Stored data:
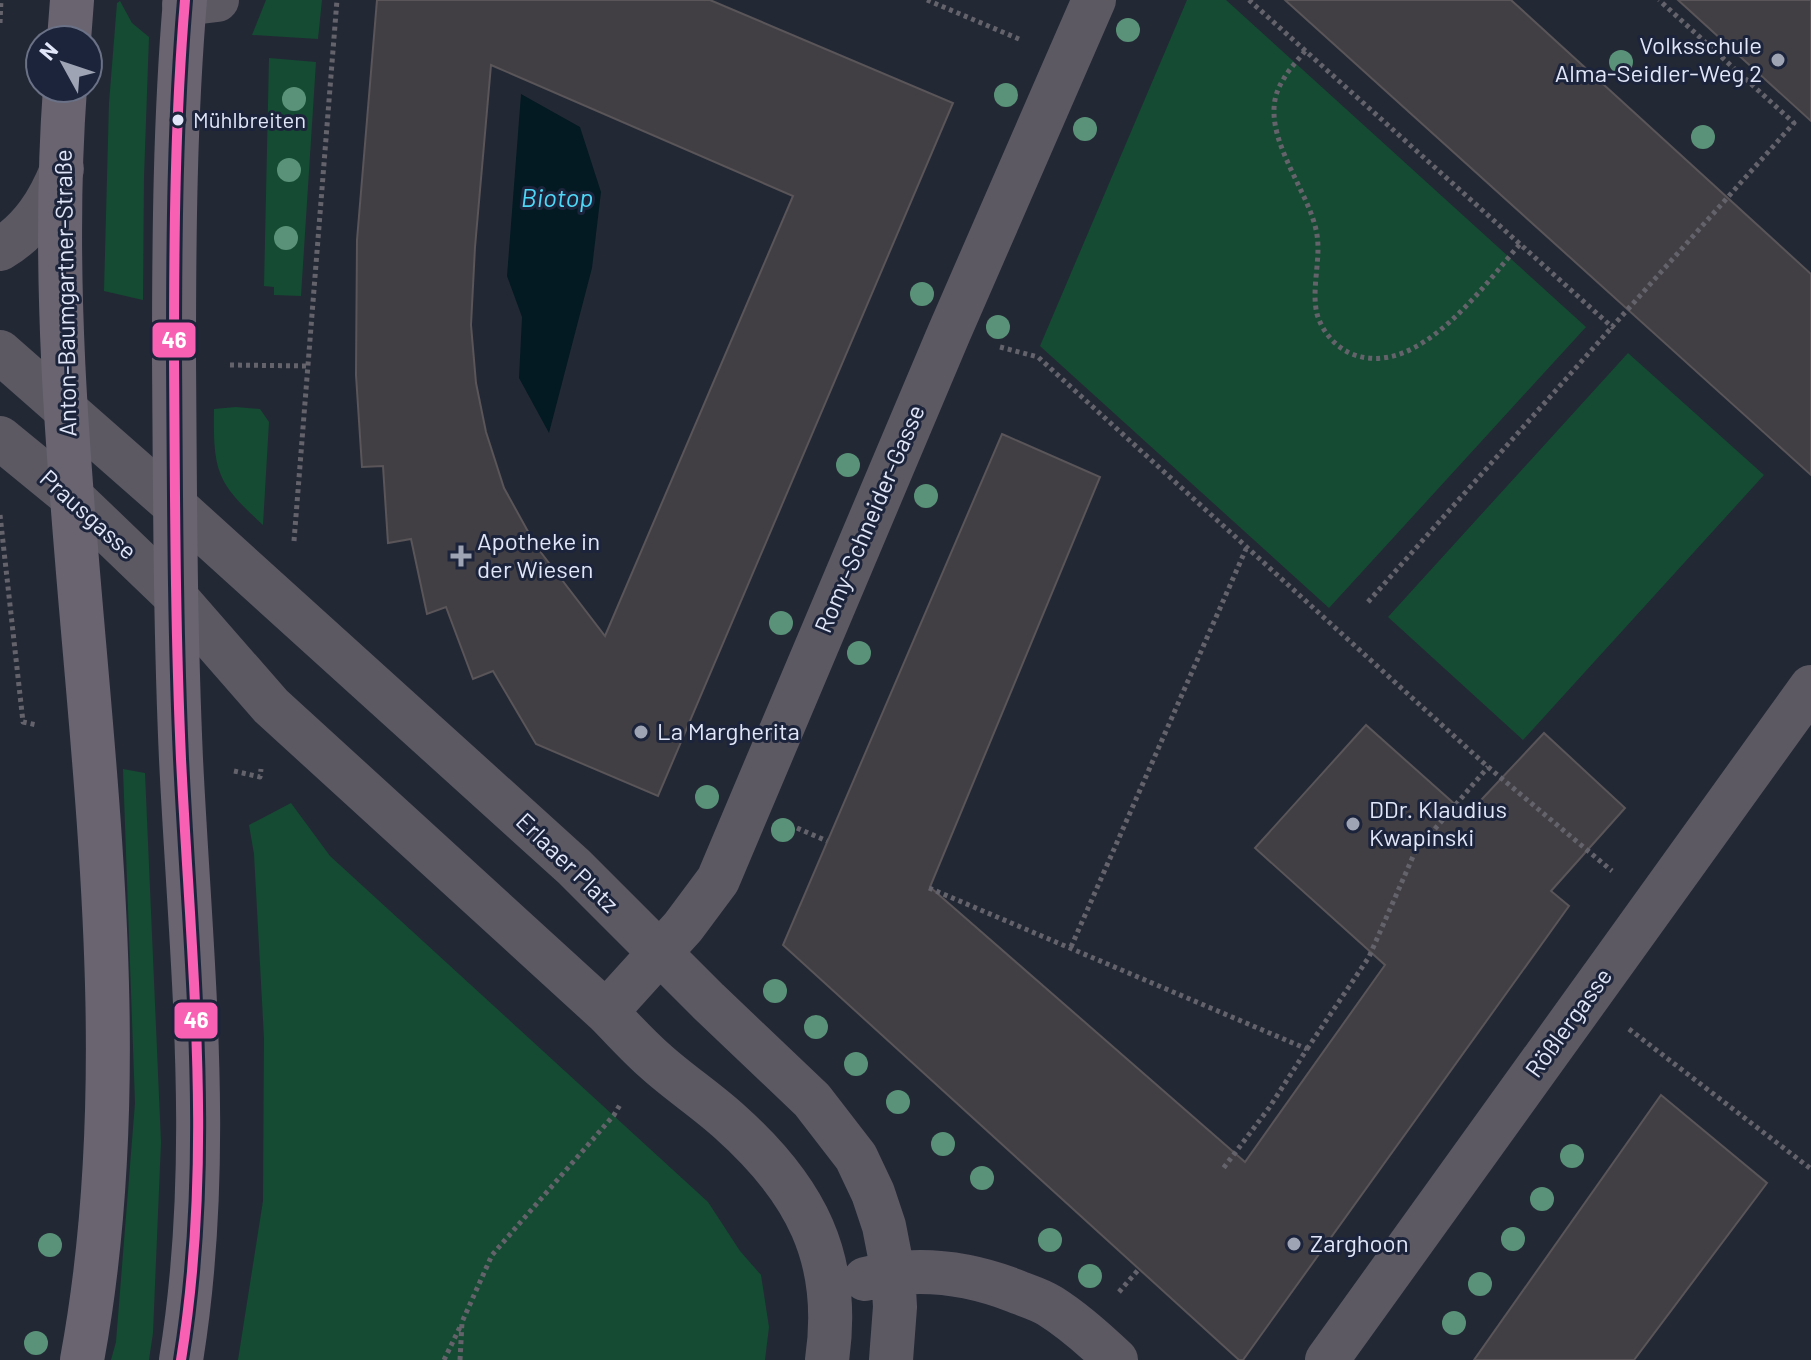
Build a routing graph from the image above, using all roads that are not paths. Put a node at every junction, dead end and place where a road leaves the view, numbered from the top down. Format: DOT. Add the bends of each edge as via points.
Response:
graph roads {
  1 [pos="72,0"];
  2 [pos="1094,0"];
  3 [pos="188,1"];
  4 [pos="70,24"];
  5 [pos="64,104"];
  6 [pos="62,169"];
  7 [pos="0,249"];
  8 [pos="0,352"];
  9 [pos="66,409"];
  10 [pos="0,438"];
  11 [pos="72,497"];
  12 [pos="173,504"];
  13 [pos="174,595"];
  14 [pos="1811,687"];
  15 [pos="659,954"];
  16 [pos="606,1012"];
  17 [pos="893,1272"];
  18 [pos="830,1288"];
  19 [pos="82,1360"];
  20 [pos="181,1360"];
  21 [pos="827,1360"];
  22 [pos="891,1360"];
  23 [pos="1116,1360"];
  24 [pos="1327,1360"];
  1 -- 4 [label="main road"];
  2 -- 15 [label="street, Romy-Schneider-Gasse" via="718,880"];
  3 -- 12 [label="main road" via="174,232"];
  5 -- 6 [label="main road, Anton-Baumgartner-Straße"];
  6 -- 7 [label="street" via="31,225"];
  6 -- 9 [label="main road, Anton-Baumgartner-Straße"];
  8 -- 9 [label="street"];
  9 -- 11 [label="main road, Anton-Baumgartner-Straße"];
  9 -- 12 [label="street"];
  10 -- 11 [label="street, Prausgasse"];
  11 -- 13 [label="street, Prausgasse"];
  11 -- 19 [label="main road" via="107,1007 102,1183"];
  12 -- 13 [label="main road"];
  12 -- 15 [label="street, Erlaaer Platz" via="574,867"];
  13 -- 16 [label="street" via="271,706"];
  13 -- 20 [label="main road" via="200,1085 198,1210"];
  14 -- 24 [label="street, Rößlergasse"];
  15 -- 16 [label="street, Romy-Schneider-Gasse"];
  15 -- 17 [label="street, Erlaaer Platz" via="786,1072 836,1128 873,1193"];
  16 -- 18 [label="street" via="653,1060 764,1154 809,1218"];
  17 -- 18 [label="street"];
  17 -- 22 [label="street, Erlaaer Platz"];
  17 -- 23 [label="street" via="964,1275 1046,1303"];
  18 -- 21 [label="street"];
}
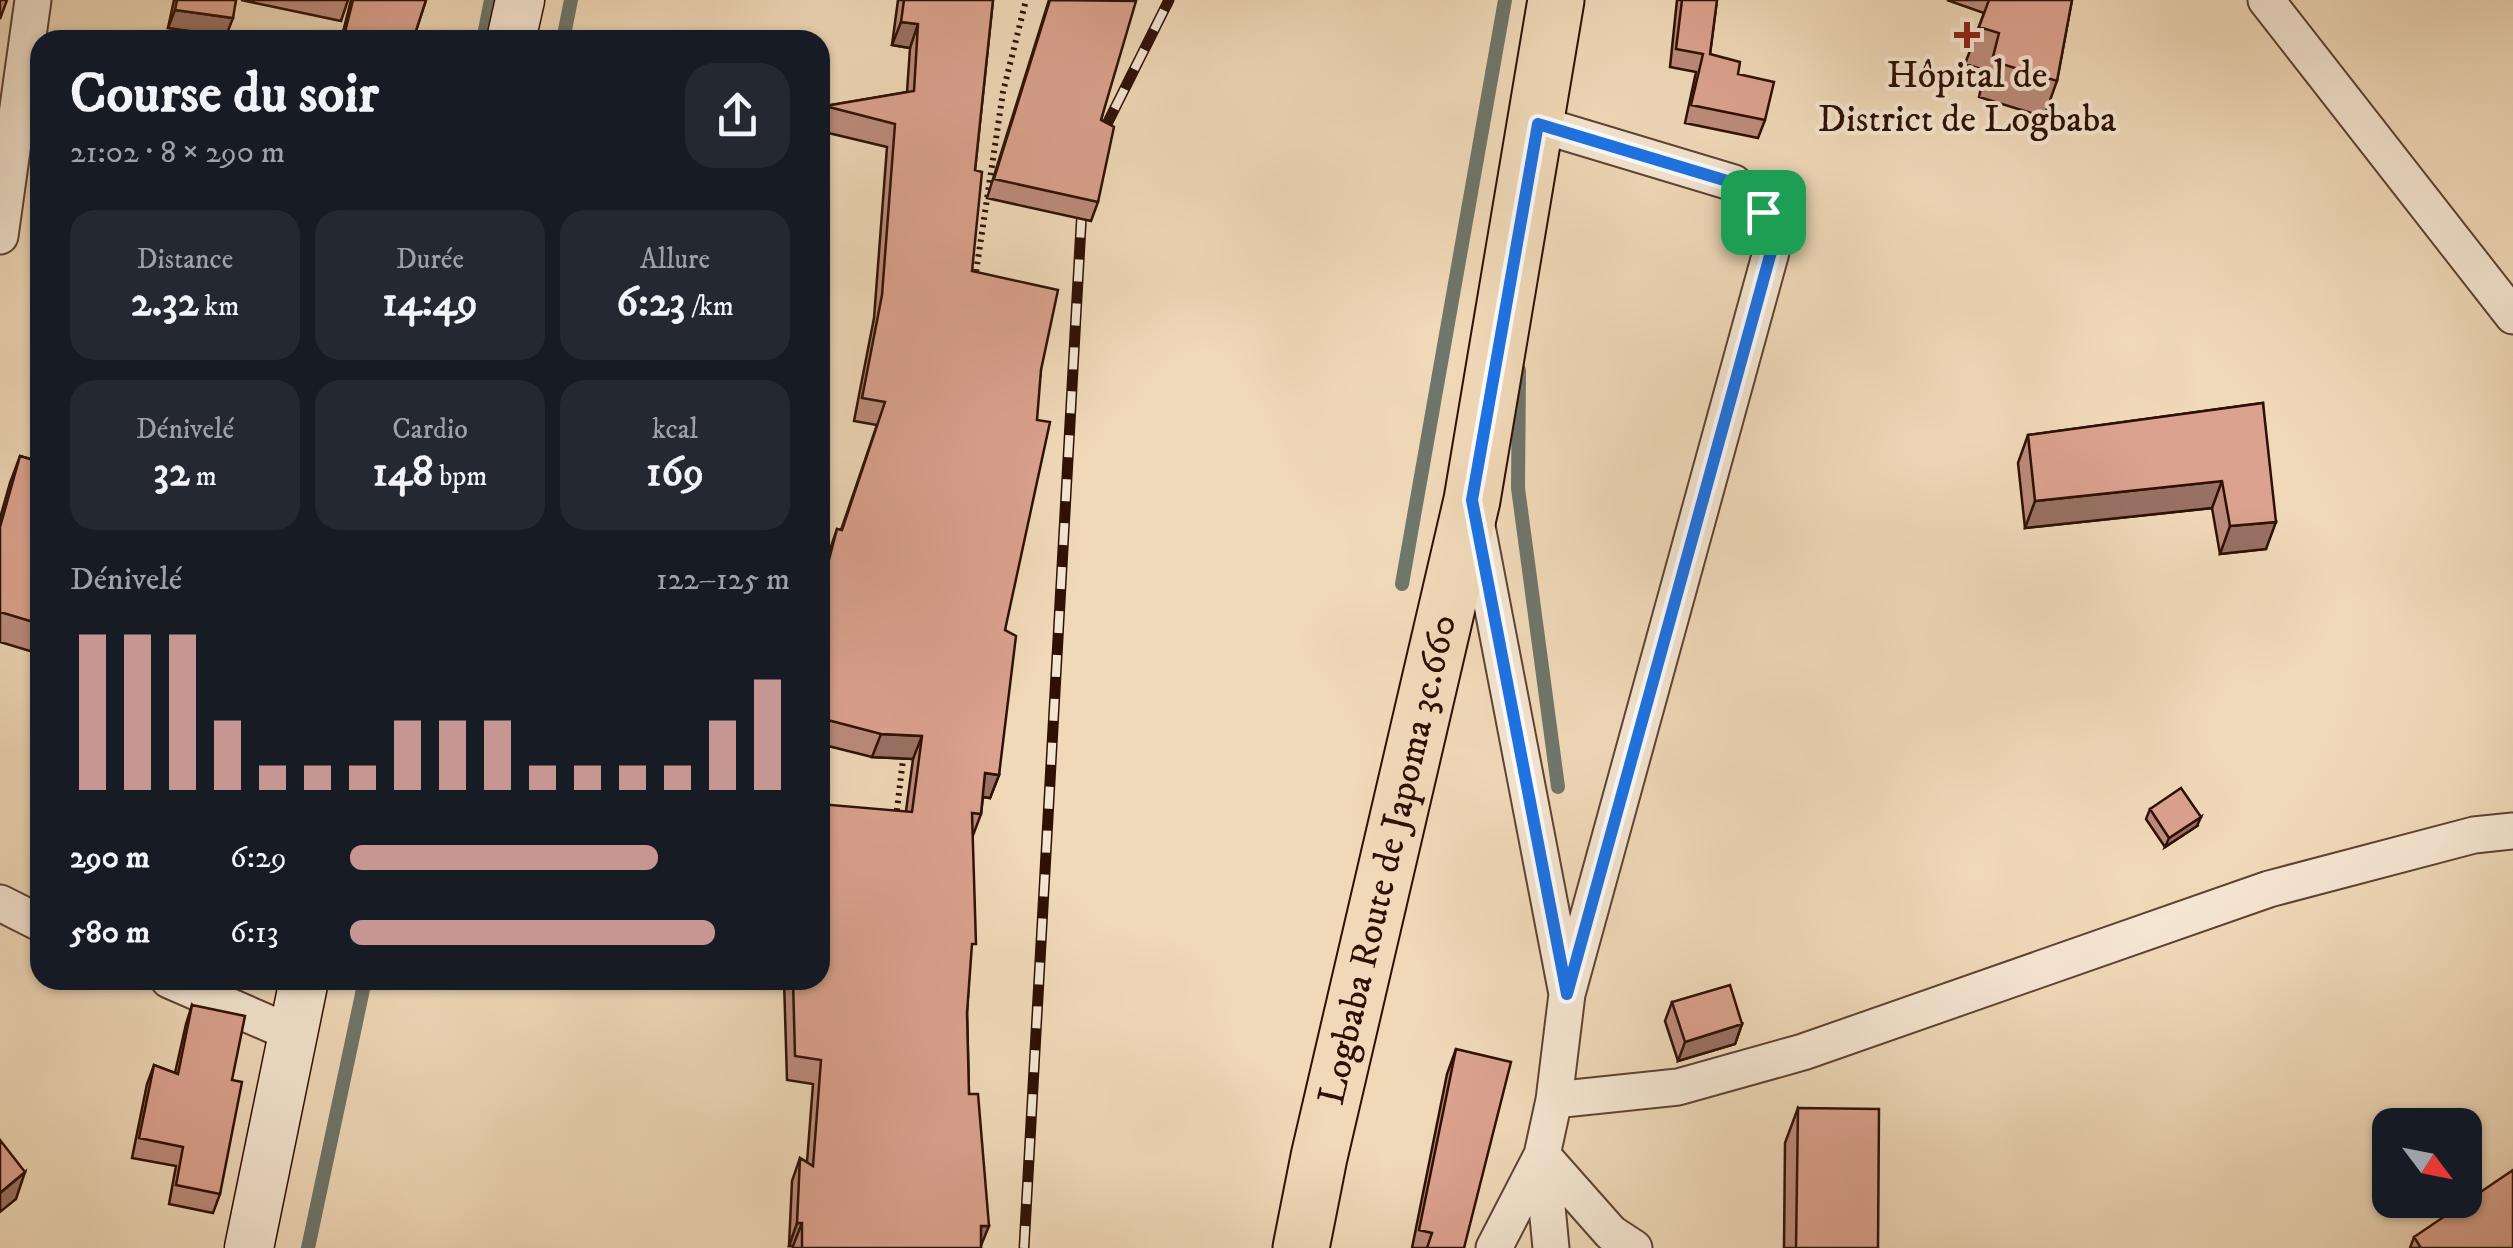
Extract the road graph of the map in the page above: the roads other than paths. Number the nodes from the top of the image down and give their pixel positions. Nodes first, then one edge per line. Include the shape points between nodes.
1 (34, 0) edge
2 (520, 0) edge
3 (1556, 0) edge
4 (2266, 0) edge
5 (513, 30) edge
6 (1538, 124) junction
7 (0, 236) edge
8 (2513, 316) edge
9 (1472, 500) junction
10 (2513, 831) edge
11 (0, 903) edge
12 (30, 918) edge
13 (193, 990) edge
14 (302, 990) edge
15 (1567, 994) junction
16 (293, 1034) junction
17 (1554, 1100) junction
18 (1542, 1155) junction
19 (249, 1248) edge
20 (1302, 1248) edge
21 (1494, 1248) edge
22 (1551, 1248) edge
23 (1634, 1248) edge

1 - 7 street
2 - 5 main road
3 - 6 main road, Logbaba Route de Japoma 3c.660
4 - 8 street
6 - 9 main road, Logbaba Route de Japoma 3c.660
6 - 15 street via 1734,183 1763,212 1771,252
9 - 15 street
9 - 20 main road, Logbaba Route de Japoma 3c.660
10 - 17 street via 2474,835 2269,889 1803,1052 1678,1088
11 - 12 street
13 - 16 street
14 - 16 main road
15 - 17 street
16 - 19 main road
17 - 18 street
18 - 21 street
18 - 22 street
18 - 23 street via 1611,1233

§ The task: Give the number of lines in the entries above that include the string "graph". No other output is expected.

§ Answer to this problem: 3